[Data shown — start]

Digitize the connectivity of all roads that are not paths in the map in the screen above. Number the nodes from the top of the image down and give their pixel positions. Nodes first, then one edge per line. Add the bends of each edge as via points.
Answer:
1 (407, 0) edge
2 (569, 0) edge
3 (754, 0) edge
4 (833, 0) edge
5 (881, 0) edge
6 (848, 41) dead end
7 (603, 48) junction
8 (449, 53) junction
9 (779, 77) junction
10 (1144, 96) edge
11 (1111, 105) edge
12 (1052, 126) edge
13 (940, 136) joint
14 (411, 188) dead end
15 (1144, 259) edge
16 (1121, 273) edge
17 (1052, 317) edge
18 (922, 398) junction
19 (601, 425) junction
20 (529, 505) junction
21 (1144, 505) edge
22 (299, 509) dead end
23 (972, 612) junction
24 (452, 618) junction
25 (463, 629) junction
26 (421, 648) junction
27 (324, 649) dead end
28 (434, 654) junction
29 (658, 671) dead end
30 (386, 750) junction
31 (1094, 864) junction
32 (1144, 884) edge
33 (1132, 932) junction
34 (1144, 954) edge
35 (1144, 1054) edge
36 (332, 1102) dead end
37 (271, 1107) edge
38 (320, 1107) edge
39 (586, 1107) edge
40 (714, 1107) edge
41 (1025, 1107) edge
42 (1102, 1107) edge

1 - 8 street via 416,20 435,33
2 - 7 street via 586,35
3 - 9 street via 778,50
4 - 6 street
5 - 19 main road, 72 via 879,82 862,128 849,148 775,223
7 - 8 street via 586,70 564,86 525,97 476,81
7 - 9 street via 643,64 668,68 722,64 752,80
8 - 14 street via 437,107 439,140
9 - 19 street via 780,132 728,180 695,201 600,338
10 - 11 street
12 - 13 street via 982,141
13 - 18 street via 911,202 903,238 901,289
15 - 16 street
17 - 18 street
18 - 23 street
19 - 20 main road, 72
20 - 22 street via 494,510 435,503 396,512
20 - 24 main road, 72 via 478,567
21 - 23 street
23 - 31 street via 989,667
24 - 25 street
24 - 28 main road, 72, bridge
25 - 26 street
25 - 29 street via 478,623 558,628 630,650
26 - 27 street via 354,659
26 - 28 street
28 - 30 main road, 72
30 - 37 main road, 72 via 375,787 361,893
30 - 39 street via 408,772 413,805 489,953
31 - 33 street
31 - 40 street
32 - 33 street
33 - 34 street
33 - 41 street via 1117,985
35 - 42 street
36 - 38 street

[Data shown — finish]

Task: Work out how many lines of the entries contain the word "dead", and answer with that number alone.

Finished exercise: 6